Personally I evaluate each OS by it's merit, and I've concluded that OpenBSD, FreeBSD and some Linux distributions(I use arch btw) are solid operating systems.

On the server I prefer FreeBSD because of it's amazing flexibility, and stable yet evolutionary base system and in my opinion, superior init system. Simple RC scripts FTW.

I use Arch Linux for superior software and hardware support, related to client usage.

I use OpenBSD for various network appliances.

deleted today at 8:25 PM
ranger_danger today at 8:47 PM
I wished more people would take issue with developers' bad attitudes.

I know this is an extremely unpopular take, but I refuse to use software where the main dev(s) are openly abusive to others. Sadly this includes the majority of open source operating systems and many other very popular applications... but it's my decision and you're welcome to disagree with me. I am not trying to prevent others from using said software, and I don't look down on them for it.

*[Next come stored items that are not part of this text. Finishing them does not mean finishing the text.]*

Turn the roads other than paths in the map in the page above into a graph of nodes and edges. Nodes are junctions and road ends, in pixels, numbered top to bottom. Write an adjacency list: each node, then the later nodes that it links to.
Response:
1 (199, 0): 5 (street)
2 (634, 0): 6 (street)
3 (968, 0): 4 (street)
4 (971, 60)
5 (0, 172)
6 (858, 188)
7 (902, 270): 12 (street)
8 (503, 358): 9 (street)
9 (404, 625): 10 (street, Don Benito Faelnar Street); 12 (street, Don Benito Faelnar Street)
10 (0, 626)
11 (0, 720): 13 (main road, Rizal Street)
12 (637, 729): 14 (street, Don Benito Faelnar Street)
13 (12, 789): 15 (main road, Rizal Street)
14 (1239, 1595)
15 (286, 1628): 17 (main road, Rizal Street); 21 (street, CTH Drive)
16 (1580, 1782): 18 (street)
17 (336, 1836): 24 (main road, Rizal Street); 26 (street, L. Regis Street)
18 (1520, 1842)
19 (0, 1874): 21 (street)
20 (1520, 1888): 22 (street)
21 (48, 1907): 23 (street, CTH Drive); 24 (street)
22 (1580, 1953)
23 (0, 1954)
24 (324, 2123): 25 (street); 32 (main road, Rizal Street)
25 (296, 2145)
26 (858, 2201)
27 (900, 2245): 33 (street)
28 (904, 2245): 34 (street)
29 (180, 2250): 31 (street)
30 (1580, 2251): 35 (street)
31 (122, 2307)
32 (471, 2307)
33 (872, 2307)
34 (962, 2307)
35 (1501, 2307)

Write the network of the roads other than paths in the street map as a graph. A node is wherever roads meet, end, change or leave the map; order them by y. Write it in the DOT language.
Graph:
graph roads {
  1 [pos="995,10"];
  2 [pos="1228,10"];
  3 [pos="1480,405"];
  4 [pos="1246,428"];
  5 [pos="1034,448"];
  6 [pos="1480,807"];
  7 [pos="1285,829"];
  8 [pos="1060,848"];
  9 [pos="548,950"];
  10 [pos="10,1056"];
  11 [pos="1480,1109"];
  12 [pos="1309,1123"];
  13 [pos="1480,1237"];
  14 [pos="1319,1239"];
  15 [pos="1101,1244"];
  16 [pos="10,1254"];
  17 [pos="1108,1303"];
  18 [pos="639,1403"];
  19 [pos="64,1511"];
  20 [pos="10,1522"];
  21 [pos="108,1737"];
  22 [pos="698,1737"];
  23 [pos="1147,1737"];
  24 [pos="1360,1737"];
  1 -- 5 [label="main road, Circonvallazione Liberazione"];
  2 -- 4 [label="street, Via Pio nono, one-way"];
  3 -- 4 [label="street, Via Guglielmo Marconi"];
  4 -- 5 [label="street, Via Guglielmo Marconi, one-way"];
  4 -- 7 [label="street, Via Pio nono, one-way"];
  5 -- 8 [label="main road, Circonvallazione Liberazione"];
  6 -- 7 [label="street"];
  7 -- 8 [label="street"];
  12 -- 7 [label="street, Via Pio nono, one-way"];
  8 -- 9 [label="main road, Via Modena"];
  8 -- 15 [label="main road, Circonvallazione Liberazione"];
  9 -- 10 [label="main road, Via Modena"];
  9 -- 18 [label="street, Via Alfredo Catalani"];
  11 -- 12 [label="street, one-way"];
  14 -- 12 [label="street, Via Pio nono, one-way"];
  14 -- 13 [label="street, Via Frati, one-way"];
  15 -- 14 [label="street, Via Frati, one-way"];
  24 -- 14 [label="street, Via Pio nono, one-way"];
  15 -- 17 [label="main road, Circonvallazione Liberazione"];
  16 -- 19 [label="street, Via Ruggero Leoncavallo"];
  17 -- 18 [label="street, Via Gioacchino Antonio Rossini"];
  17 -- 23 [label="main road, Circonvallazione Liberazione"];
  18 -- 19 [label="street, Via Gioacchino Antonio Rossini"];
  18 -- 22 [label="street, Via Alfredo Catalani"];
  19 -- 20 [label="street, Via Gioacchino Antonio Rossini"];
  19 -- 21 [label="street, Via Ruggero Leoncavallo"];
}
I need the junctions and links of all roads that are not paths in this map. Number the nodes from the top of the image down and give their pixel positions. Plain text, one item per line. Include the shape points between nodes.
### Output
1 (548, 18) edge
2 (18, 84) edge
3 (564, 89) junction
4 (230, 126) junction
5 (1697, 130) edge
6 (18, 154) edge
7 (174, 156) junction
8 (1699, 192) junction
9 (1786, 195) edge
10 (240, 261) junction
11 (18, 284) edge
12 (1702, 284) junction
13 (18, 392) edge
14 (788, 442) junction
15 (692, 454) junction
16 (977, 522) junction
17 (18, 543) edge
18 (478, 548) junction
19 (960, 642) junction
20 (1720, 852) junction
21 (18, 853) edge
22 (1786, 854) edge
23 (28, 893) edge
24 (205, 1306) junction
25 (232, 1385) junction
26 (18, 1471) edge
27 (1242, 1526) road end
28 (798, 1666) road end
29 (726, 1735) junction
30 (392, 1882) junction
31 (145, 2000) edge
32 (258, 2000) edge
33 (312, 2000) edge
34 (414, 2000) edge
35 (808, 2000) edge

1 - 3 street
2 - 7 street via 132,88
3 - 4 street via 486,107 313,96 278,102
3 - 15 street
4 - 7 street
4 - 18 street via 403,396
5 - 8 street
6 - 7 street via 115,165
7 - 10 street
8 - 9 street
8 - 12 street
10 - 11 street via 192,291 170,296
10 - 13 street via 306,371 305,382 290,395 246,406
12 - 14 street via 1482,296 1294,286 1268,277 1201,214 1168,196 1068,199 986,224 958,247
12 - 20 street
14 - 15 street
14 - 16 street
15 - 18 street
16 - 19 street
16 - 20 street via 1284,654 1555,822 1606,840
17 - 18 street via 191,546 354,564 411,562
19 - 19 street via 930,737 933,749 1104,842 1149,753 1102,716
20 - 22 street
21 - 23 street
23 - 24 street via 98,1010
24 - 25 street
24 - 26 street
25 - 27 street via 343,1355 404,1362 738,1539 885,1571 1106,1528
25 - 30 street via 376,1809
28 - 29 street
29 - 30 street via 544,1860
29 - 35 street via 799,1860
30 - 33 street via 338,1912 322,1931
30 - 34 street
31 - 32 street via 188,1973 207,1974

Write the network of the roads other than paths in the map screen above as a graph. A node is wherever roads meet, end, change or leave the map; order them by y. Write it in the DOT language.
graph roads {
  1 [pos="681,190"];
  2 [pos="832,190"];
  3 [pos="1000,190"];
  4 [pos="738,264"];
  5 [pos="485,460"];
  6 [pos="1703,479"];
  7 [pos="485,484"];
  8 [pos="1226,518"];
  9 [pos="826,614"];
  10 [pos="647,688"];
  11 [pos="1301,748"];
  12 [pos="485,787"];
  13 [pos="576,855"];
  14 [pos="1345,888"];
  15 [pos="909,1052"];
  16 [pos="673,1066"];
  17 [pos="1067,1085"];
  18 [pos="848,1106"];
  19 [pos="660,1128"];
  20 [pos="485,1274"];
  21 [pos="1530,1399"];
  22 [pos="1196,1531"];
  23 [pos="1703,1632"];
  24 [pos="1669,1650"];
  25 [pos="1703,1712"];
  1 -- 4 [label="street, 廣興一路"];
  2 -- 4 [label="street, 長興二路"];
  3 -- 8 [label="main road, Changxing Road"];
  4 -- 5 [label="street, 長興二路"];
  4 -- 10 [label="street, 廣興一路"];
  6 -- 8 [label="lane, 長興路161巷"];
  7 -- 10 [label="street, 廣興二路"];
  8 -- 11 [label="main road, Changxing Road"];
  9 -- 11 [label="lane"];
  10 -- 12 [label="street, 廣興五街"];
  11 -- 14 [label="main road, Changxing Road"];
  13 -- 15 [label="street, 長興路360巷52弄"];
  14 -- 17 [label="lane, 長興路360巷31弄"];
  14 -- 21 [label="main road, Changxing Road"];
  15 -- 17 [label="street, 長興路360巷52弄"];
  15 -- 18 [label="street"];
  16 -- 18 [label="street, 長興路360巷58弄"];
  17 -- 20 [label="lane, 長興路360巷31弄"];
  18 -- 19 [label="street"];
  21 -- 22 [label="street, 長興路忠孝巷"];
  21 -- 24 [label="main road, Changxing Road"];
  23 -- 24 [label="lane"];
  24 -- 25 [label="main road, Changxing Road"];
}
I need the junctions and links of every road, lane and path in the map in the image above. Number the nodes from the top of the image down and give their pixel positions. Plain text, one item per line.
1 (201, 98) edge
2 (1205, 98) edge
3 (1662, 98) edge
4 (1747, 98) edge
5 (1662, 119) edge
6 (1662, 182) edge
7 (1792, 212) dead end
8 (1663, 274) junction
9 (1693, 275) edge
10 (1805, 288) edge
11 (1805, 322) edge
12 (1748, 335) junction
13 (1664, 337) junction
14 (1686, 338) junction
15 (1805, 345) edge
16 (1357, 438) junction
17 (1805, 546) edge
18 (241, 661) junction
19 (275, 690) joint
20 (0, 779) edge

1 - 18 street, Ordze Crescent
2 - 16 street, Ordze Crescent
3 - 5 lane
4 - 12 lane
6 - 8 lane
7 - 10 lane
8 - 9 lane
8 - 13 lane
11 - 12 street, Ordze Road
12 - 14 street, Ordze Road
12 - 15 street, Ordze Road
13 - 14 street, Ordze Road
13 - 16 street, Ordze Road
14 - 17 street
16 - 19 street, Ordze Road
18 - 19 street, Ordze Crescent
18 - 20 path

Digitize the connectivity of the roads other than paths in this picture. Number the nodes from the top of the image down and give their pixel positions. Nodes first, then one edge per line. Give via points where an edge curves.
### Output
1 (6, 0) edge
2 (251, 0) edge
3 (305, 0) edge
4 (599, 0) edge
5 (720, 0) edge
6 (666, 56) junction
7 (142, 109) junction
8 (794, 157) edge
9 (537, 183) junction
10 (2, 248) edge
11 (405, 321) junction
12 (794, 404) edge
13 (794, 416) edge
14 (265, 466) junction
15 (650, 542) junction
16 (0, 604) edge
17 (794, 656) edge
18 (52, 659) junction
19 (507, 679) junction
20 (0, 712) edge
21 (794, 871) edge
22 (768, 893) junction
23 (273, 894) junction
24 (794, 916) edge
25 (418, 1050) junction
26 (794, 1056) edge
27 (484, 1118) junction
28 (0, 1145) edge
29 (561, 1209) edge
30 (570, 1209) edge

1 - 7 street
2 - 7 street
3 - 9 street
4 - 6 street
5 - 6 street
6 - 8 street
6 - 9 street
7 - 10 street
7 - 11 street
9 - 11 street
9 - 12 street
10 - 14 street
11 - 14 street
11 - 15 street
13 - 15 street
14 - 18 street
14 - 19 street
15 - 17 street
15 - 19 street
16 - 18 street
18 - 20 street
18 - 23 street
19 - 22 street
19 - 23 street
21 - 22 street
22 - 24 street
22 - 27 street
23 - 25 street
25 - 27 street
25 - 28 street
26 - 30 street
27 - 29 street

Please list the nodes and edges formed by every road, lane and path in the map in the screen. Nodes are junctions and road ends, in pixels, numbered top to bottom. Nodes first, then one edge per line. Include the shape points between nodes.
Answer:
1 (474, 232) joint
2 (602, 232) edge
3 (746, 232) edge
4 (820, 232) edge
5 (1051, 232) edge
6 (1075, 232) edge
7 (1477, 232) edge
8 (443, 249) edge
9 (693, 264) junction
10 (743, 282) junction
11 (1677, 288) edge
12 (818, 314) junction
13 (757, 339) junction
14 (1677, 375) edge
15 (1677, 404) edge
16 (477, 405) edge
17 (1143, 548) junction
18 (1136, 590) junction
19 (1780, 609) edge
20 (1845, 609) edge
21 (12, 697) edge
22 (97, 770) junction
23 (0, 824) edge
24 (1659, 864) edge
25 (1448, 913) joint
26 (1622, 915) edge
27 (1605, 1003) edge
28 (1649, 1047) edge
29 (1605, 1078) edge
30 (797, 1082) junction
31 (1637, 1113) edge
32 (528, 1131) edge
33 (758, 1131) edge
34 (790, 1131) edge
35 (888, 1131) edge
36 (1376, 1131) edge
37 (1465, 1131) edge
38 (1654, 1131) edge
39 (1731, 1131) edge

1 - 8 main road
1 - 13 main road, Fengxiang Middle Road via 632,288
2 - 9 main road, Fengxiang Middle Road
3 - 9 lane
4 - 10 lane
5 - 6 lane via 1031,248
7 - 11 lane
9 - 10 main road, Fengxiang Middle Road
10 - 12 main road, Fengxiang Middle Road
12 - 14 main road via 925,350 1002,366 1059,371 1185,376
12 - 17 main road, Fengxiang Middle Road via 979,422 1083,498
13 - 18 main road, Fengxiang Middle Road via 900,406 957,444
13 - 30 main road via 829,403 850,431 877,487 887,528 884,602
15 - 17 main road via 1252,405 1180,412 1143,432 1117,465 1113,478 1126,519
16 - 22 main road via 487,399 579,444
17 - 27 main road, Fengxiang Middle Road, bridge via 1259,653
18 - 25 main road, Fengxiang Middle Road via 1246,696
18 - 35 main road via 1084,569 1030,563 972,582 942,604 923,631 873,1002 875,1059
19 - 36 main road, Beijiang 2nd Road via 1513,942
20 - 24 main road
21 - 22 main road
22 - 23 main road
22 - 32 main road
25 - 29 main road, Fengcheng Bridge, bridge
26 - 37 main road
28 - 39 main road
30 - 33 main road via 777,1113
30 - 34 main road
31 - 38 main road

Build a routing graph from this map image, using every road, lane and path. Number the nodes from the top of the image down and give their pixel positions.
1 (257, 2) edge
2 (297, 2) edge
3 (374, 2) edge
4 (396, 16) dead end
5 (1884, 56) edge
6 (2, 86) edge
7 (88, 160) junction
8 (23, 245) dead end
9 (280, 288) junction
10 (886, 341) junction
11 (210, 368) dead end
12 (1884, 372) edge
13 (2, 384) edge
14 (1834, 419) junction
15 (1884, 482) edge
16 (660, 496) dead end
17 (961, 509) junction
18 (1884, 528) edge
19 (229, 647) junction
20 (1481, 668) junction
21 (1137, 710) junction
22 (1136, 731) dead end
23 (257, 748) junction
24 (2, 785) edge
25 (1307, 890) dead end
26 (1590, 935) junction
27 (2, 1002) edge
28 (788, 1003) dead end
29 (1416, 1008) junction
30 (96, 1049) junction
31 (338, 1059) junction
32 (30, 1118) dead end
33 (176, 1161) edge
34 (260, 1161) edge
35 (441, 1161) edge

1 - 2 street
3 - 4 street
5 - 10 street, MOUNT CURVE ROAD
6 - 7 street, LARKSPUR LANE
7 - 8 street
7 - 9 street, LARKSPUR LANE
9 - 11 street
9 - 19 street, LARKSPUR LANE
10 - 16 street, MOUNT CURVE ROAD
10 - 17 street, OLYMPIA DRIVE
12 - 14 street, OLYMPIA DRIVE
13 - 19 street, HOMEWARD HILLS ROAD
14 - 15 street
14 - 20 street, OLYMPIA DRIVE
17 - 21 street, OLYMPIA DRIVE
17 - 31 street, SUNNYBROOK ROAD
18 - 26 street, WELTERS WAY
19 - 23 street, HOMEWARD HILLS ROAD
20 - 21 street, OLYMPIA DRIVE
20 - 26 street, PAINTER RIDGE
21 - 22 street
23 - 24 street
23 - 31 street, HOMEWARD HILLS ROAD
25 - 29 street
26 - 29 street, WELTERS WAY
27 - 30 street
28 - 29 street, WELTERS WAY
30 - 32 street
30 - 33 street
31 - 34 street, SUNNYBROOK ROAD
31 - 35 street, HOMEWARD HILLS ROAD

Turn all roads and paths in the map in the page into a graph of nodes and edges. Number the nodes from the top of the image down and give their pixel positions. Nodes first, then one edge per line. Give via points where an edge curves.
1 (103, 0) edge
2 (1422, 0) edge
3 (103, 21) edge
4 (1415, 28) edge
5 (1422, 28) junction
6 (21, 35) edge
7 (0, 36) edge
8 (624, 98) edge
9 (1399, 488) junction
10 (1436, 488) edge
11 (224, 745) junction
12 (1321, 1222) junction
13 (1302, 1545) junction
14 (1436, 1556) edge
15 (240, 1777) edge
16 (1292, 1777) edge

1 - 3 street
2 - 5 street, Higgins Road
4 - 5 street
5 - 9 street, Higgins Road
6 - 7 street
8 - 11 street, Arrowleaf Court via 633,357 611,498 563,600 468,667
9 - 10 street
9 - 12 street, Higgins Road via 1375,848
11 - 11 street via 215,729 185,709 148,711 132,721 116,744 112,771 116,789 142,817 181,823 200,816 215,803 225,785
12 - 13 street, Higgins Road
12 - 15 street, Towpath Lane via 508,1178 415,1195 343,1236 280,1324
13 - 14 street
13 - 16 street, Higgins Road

I think if everyone was always forced to separate the art from the artist, then boycotting wouldn't even be a thing, so there should probably be some kind of middle ground.

deleted today at 5:49 PM
rustcleaner today at 7:02 PM
If OpenBSD pretended Qubes OS was a feature prototype/reference OS build and made a fork of OpenBSD to feature-match Qubes OS (calling it QuBSD or something), that would be great!
cptroot today at 5:25 PM
I would love to know how OP came across this email nearly 20 years after the fact
DonHopkins today at 6:31 PM
My favorite Theologism:

    "My favorite part of the "many eyes" argument is how few bugs 
    were found by the two eyes of Eric (the originator of the 
    statement).  All the many eyes are apparently attached to a 
    lot of hands that type lots of words about many eyes, and 
    never actually audit code." -Theo de Raadt
https://en.wikipedia.org/wiki/Linus%27s_law
dstnn today at 8:51 PM
Dude is 100% right
mvdtnz today at 9:40 PM
I don't know who this guy is but this is just a shitty way to interact with people. Presumably he's successful or we wouldn't be talking about him without any introduction, but I wouldn't hire this person to sweep the floors at my office.
worik today at 9:11 PM
That is old news, Theo was harsh, arrogant and rude. He was not always right, but always RIGHT!!

But ten years ago. What is the point now?

znpy today at 6:51 PM
I think de Raadt and OpenBSD are hugely overrated and some takes are as dumb as the one in the post.

OpenBSD is only secure because because it does pretty much nothing and does it very slowly (its firewall just recently broke the 4gbps firewalling capabilty, for example) but somehow a cult has formed around it ¯\_(ツ)_/¯

jurgenaut23 today at 7:39 PM
god bless usenet. The good ol' flame wars aren't what they are used to anymore with all this moderation and trolling feeding each other around here.
oooyay today at 6:00 PM
Even very smart, very accomplished people can be very wrong. Xen is seeing a resurgence from Xen Orchestra and I've used it in my homelab. It's quite pleasant. I also, of course, use de Raadt's software as well.